_Data to examine_
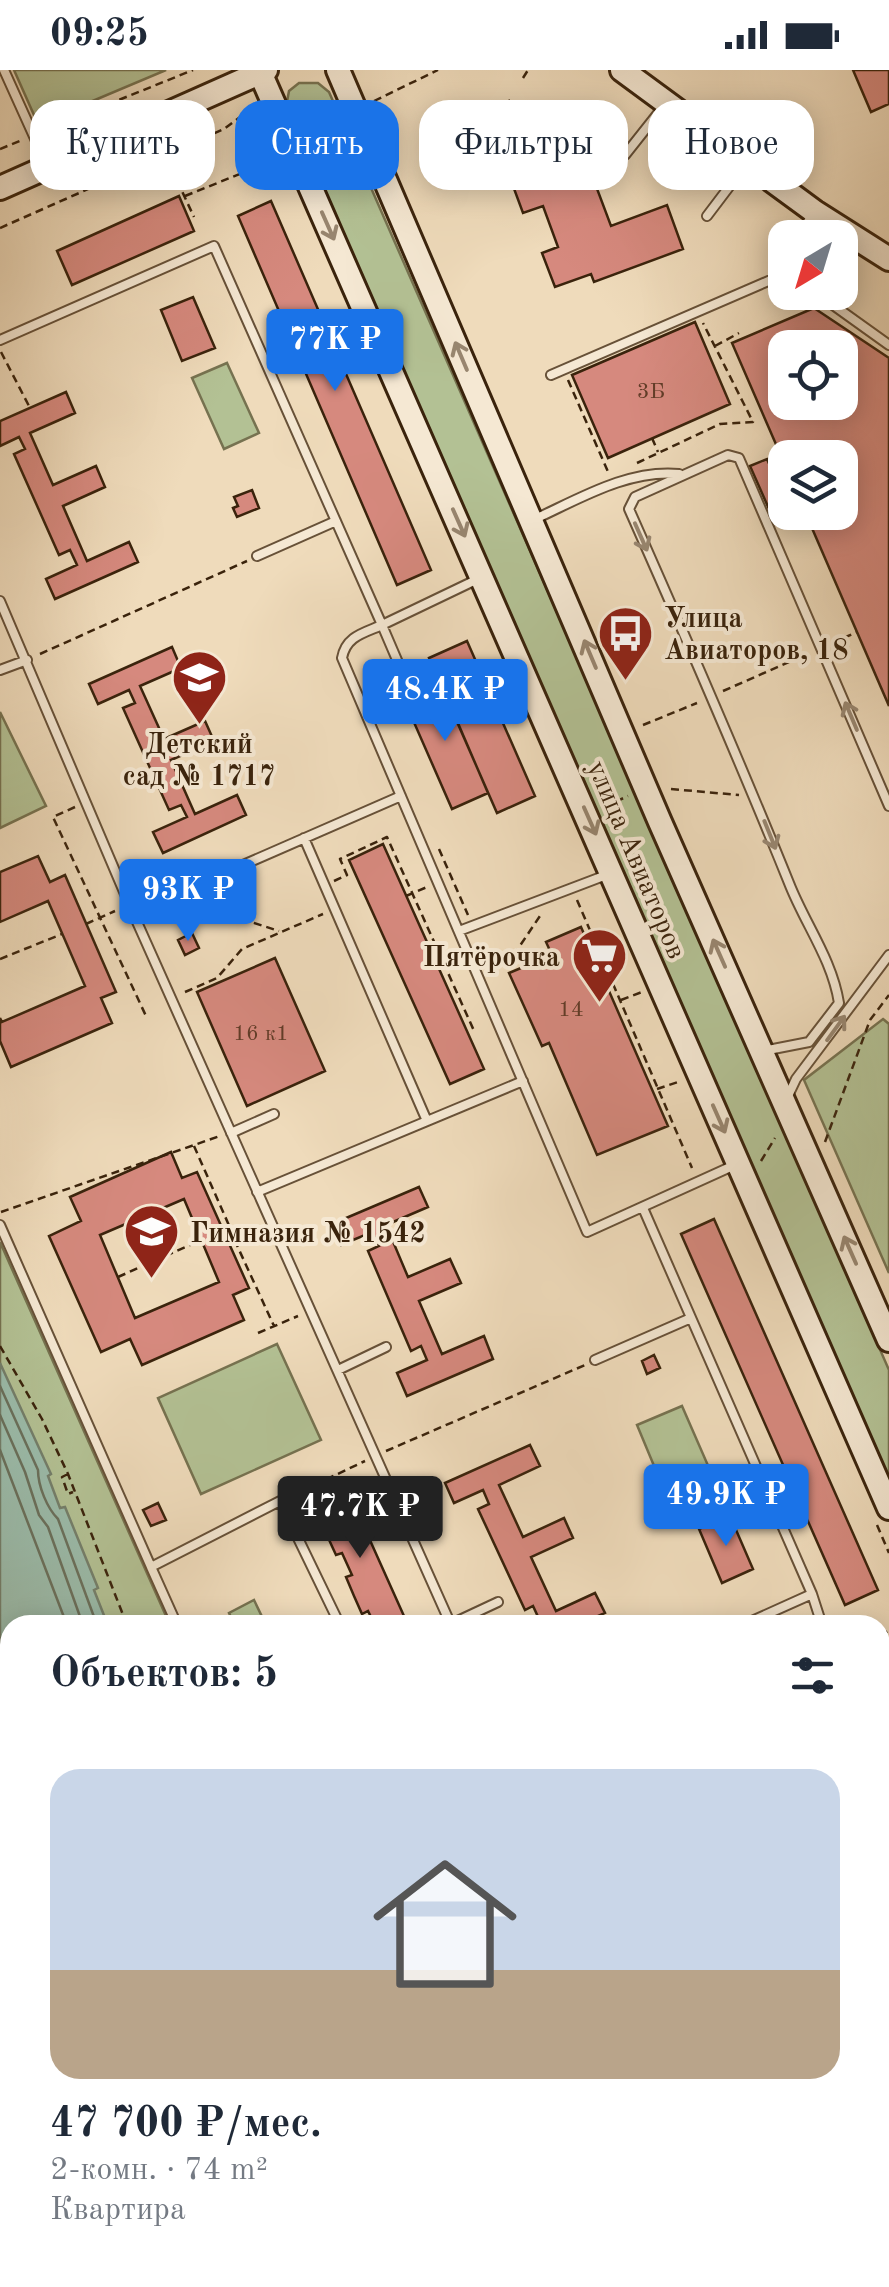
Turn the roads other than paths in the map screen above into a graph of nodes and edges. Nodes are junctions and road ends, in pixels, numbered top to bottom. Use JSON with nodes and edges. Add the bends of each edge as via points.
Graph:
{"nodes":[{"id":1,"x":4,"y":70,"type":"edge"},
{"id":2,"x":338,"y":70,"type":"edge"},
{"id":3,"x":622,"y":70,"type":"edge"},
{"id":4,"x":262,"y":71,"type":"edge"},
{"id":5,"x":197,"y":100,"type":"edge"},
{"id":6,"x":661,"y":100,"type":"edge"},
{"id":7,"x":648,"y":126,"type":"edge"},
{"id":8,"x":30,"y":128,"type":"edge"},
{"id":9,"x":628,"y":151,"type":"edge"},
{"id":10,"x":30,"y":175,"type":"edge"},
{"id":11,"x":0,"y":188,"type":"edge"},
{"id":12,"x":727,"y":190,"type":"edge"},
{"id":13,"x":785,"y":190,"type":"edge"},
{"id":14,"x":815,"y":212,"type":"junction"},
{"id":15,"x":707,"y":216,"type":"dead end"},
{"id":16,"x":810,"y":220,"type":"edge"},
{"id":17,"x":889,"y":259,"type":"edge"},
{"id":18,"x":768,"y":280,"type":"edge"},
{"id":19,"x":840,"y":310,"type":"edge"},
{"id":20,"x":0,"y":340,"type":"edge"},
{"id":21,"x":889,"y":345,"type":"edge"},
{"id":22,"x":551,"y":375,"type":"dead end"},
{"id":23,"x":684,"y":474,"type":"junction"},
{"id":24,"x":532,"y":520,"type":"junction"},
{"id":25,"x":336,"y":521,"type":"junction"},
{"id":26,"x":257,"y":556,"type":"road end"},
{"id":27,"x":482,"y":577,"type":"junction"},
{"id":28,"x":0,"y":601,"type":"edge"},
{"id":29,"x":382,"y":625,"type":"junction"},
{"id":30,"x":27,"y":660,"type":"junction"},
{"id":31,"x":400,"y":668,"type":"dead end"},
{"id":32,"x":0,"y":670,"type":"edge"},
{"id":33,"x":401,"y":796,"type":"junction"},
{"id":34,"x":889,"y":806,"type":"edge"},
{"id":35,"x":304,"y":838,"type":"junction"},
{"id":36,"x":612,"y":872,"type":"junction"},
{"id":37,"x":131,"y":909,"type":"junction"},
{"id":38,"x":458,"y":930,"type":"junction"},
{"id":39,"x":889,"y":955,"type":"edge"},
{"id":40,"x":763,"y":1051,"type":"junction"},
{"id":41,"x":523,"y":1082,"type":"junction"},
{"id":42,"x":784,"y":1102,"type":"junction"},
{"id":43,"x":274,"y":1114,"type":"dead end"},
{"id":44,"x":427,"y":1121,"type":"junction"},
{"id":45,"x":231,"y":1133,"type":"junction"},
{"id":46,"x":748,"y":1166,"type":"junction"},
{"id":47,"x":258,"y":1192,"type":"junction"},
{"id":48,"x":643,"y":1208,"type":"junction"},
{"id":49,"x":0,"y":1226,"type":"edge"},
{"id":50,"x":692,"y":1318,"type":"junction"},
{"id":51,"x":889,"y":1340,"type":"edge"},
{"id":52,"x":386,"y":1348,"type":"dead end"},
{"id":53,"x":596,"y":1360,"type":"road end"},
{"id":54,"x":338,"y":1370,"type":"junction"},
{"id":55,"x":889,"y":1508,"type":"edge"},
{"id":56,"x":151,"y":1566,"type":"junction"},
{"id":57,"x":812,"y":1594,"type":"junction"},
{"id":58,"x":498,"y":1602,"type":"dead end"},
{"id":59,"x":173,"y":1615,"type":"edge"},
{"id":60,"x":335,"y":1615,"type":"edge"},
{"id":61,"x":447,"y":1615,"type":"edge"},
{"id":62,"x":471,"y":1615,"type":"edge"},
{"id":63,"x":765,"y":1615,"type":"edge"},
{"id":64,"x":819,"y":1615,"type":"edge"}],
"edges":[{"from":1,"to":8,"type":"lane"},
{"from":24,"to":2,"type":"street","name":"улица Авиаторов","one_way":true},
{"from":3,"to":6,"type":"street"},
{"from":4,"to":5,"type":"street"},
{"from":4,"to":27,"type":"street","name":"улица Авиаторов","one_way":true},
{"from":7,"to":9,"type":"lane"},
{"from":10,"to":11,"type":"street"},
{"from":12,"to":15,"type":"lane"},
{"from":13,"to":14,"type":"street"},
{"from":14,"to":16,"type":"lane"},
{"from":14,"to":17,"type":"street"},
{"from":18,"to":22,"type":"lane"},
{"from":19,"to":21,"type":"lane"},
{"from":20,"to":25,"type":"lane","via":[[214,246]]},
{"from":23,"to":24,"type":"lane","via":[[653,472],[622,481]]},
{"from":34,"to":23,"type":"lane","one_way":true,"via":[[738,458],[728,454]]},
{"from":23,"to":40,"type":"lane","one_way":true,"via":[[635,498],[629,509],[836,984],[839,1004],[809,1042]]},
{"from":40,"to":24,"type":"street","name":"улица Авиаторов","one_way":true},
{"from":25,"to":26,"type":"lane"},
{"from":25,"to":29,"type":"lane"},
{"from":27,"to":29,"type":"lane"},
{"from":27,"to":36,"type":"street","name":"улица Авиаторов","one_way":true},
{"from":28,"to":30,"type":"lane"},
{"from":29,"to":31,"type":"lane"},
{"from":29,"to":33,"type":"lane","via":[[350,640],[342,658]]},
{"from":30,"to":32,"type":"lane"},
{"from":30,"to":37,"type":"lane"},
{"from":33,"to":35,"type":"lane"},
{"from":33,"to":38,"type":"lane"},
{"from":35,"to":37,"type":"lane"},
{"from":35,"to":44,"type":"lane"},
{"from":36,"to":38,"type":"lane"},
{"from":36,"to":46,"type":"street","name":"улица Авиаторов","one_way":true},
{"from":37,"to":45,"type":"lane"},
{"from":38,"to":41,"type":"lane"},
{"from":42,"to":39,"type":"lane","one_way":true},
{"from":40,"to":42,"type":"street","name":"улица Авиаторов"},
{"from":41,"to":44,"type":"lane"},
{"from":41,"to":48,"type":"lane","via":[[587,1232]]},
{"from":51,"to":42,"type":"street","name":"улица Авиаторов","one_way":true},
{"from":43,"to":45,"type":"lane"},
{"from":44,"to":47,"type":"lane"},
{"from":45,"to":47,"type":"lane"},
{"from":46,"to":48,"type":"lane"},
{"from":46,"to":55,"type":"street","name":"улица Авиаторов"},
{"from":47,"to":54,"type":"lane"},
{"from":48,"to":50,"type":"lane"},
{"from":49,"to":56,"type":"lane"},
{"from":50,"to":53,"type":"lane"},
{"from":50,"to":57,"type":"lane"},
{"from":52,"to":54,"type":"lane"},
{"from":54,"to":61,"type":"lane"},
{"from":56,"to":59,"type":"lane"},
{"from":56,"to":60,"type":"lane","via":[[280,1501]]},
{"from":57,"to":63,"type":"lane"},
{"from":57,"to":64,"type":"lane"},
{"from":58,"to":62,"type":"lane"}]}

_Problem details_
The response is the full listing, copied exactly, with the pictures omitted.

_Answer space_
Turn the roads other than paths in the map screen above into a graph of nodes and edges. Nodes are junctions and road ends, in pixels, numbered top to bottom. Use JSON with nodes and edges. Add the bends of each edge as via points.
Graph:
{"nodes":[{"id":1,"x":4,"y":70,"type":"edge"},
{"id":2,"x":338,"y":70,"type":"edge"},
{"id":3,"x":622,"y":70,"type":"edge"},
{"id":4,"x":262,"y":71,"type":"edge"},
{"id":5,"x":197,"y":100,"type":"edge"},
{"id":6,"x":661,"y":100,"type":"edge"},
{"id":7,"x":648,"y":126,"type":"edge"},
{"id":8,"x":30,"y":128,"type":"edge"},
{"id":9,"x":628,"y":151,"type":"edge"},
{"id":10,"x":30,"y":175,"type":"edge"},
{"id":11,"x":0,"y":188,"type":"edge"},
{"id":12,"x":727,"y":190,"type":"edge"},
{"id":13,"x":785,"y":190,"type":"edge"},
{"id":14,"x":815,"y":212,"type":"junction"},
{"id":15,"x":707,"y":216,"type":"dead end"},
{"id":16,"x":810,"y":220,"type":"edge"},
{"id":17,"x":889,"y":259,"type":"edge"},
{"id":18,"x":768,"y":280,"type":"edge"},
{"id":19,"x":840,"y":310,"type":"edge"},
{"id":20,"x":0,"y":340,"type":"edge"},
{"id":21,"x":889,"y":345,"type":"edge"},
{"id":22,"x":551,"y":375,"type":"dead end"},
{"id":23,"x":684,"y":474,"type":"junction"},
{"id":24,"x":532,"y":520,"type":"junction"},
{"id":25,"x":336,"y":521,"type":"junction"},
{"id":26,"x":257,"y":556,"type":"road end"},
{"id":27,"x":482,"y":577,"type":"junction"},
{"id":28,"x":0,"y":601,"type":"edge"},
{"id":29,"x":382,"y":625,"type":"junction"},
{"id":30,"x":27,"y":660,"type":"junction"},
{"id":31,"x":400,"y":668,"type":"dead end"},
{"id":32,"x":0,"y":670,"type":"edge"},
{"id":33,"x":401,"y":796,"type":"junction"},
{"id":34,"x":889,"y":806,"type":"edge"},
{"id":35,"x":304,"y":838,"type":"junction"},
{"id":36,"x":612,"y":872,"type":"junction"},
{"id":37,"x":131,"y":909,"type":"junction"},
{"id":38,"x":458,"y":930,"type":"junction"},
{"id":39,"x":889,"y":955,"type":"edge"},
{"id":40,"x":763,"y":1051,"type":"junction"},
{"id":41,"x":523,"y":1082,"type":"junction"},
{"id":42,"x":784,"y":1102,"type":"junction"},
{"id":43,"x":274,"y":1114,"type":"dead end"},
{"id":44,"x":427,"y":1121,"type":"junction"},
{"id":45,"x":231,"y":1133,"type":"junction"},
{"id":46,"x":748,"y":1166,"type":"junction"},
{"id":47,"x":258,"y":1192,"type":"junction"},
{"id":48,"x":643,"y":1208,"type":"junction"},
{"id":49,"x":0,"y":1226,"type":"edge"},
{"id":50,"x":692,"y":1318,"type":"junction"},
{"id":51,"x":889,"y":1340,"type":"edge"},
{"id":52,"x":386,"y":1348,"type":"dead end"},
{"id":53,"x":596,"y":1360,"type":"road end"},
{"id":54,"x":338,"y":1370,"type":"junction"},
{"id":55,"x":889,"y":1508,"type":"edge"},
{"id":56,"x":151,"y":1566,"type":"junction"},
{"id":57,"x":812,"y":1594,"type":"junction"},
{"id":58,"x":498,"y":1602,"type":"dead end"},
{"id":59,"x":173,"y":1615,"type":"edge"},
{"id":60,"x":335,"y":1615,"type":"edge"},
{"id":61,"x":447,"y":1615,"type":"edge"},
{"id":62,"x":471,"y":1615,"type":"edge"},
{"id":63,"x":765,"y":1615,"type":"edge"},
{"id":64,"x":819,"y":1615,"type":"edge"}],
"edges":[{"from":1,"to":8,"type":"lane"},
{"from":24,"to":2,"type":"street","name":"улица Авиаторов","one_way":true},
{"from":3,"to":6,"type":"street"},
{"from":4,"to":5,"type":"street"},
{"from":4,"to":27,"type":"street","name":"улица Авиаторов","one_way":true},
{"from":7,"to":9,"type":"lane"},
{"from":10,"to":11,"type":"street"},
{"from":12,"to":15,"type":"lane"},
{"from":13,"to":14,"type":"street"},
{"from":14,"to":16,"type":"lane"},
{"from":14,"to":17,"type":"street"},
{"from":18,"to":22,"type":"lane"},
{"from":19,"to":21,"type":"lane"},
{"from":20,"to":25,"type":"lane","via":[[214,246]]},
{"from":23,"to":24,"type":"lane","via":[[653,472],[622,481]]},
{"from":34,"to":23,"type":"lane","one_way":true,"via":[[738,458],[728,454]]},
{"from":23,"to":40,"type":"lane","one_way":true,"via":[[635,498],[629,509],[836,984],[839,1004],[809,1042]]},
{"from":40,"to":24,"type":"street","name":"улица Авиаторов","one_way":true},
{"from":25,"to":26,"type":"lane"},
{"from":25,"to":29,"type":"lane"},
{"from":27,"to":29,"type":"lane"},
{"from":27,"to":36,"type":"street","name":"улица Авиаторов","one_way":true},
{"from":28,"to":30,"type":"lane"},
{"from":29,"to":31,"type":"lane"},
{"from":29,"to":33,"type":"lane","via":[[350,640],[342,658]]},
{"from":30,"to":32,"type":"lane"},
{"from":30,"to":37,"type":"lane"},
{"from":33,"to":35,"type":"lane"},
{"from":33,"to":38,"type":"lane"},
{"from":35,"to":37,"type":"lane"},
{"from":35,"to":44,"type":"lane"},
{"from":36,"to":38,"type":"lane"},
{"from":36,"to":46,"type":"street","name":"улица Авиаторов","one_way":true},
{"from":37,"to":45,"type":"lane"},
{"from":38,"to":41,"type":"lane"},
{"from":42,"to":39,"type":"lane","one_way":true},
{"from":40,"to":42,"type":"street","name":"улица Авиаторов"},
{"from":41,"to":44,"type":"lane"},
{"from":41,"to":48,"type":"lane","via":[[587,1232]]},
{"from":51,"to":42,"type":"street","name":"улица Авиаторов","one_way":true},
{"from":43,"to":45,"type":"lane"},
{"from":44,"to":47,"type":"lane"},
{"from":45,"to":47,"type":"lane"},
{"from":46,"to":48,"type":"lane"},
{"from":46,"to":55,"type":"street","name":"улица Авиаторов"},
{"from":47,"to":54,"type":"lane"},
{"from":48,"to":50,"type":"lane"},
{"from":49,"to":56,"type":"lane"},
{"from":50,"to":53,"type":"lane"},
{"from":50,"to":57,"type":"lane"},
{"from":52,"to":54,"type":"lane"},
{"from":54,"to":61,"type":"lane"},
{"from":56,"to":59,"type":"lane"},
{"from":56,"to":60,"type":"lane","via":[[280,1501]]},
{"from":57,"to":63,"type":"lane"},
{"from":57,"to":64,"type":"lane"},
{"from":58,"to":62,"type":"lane"}]}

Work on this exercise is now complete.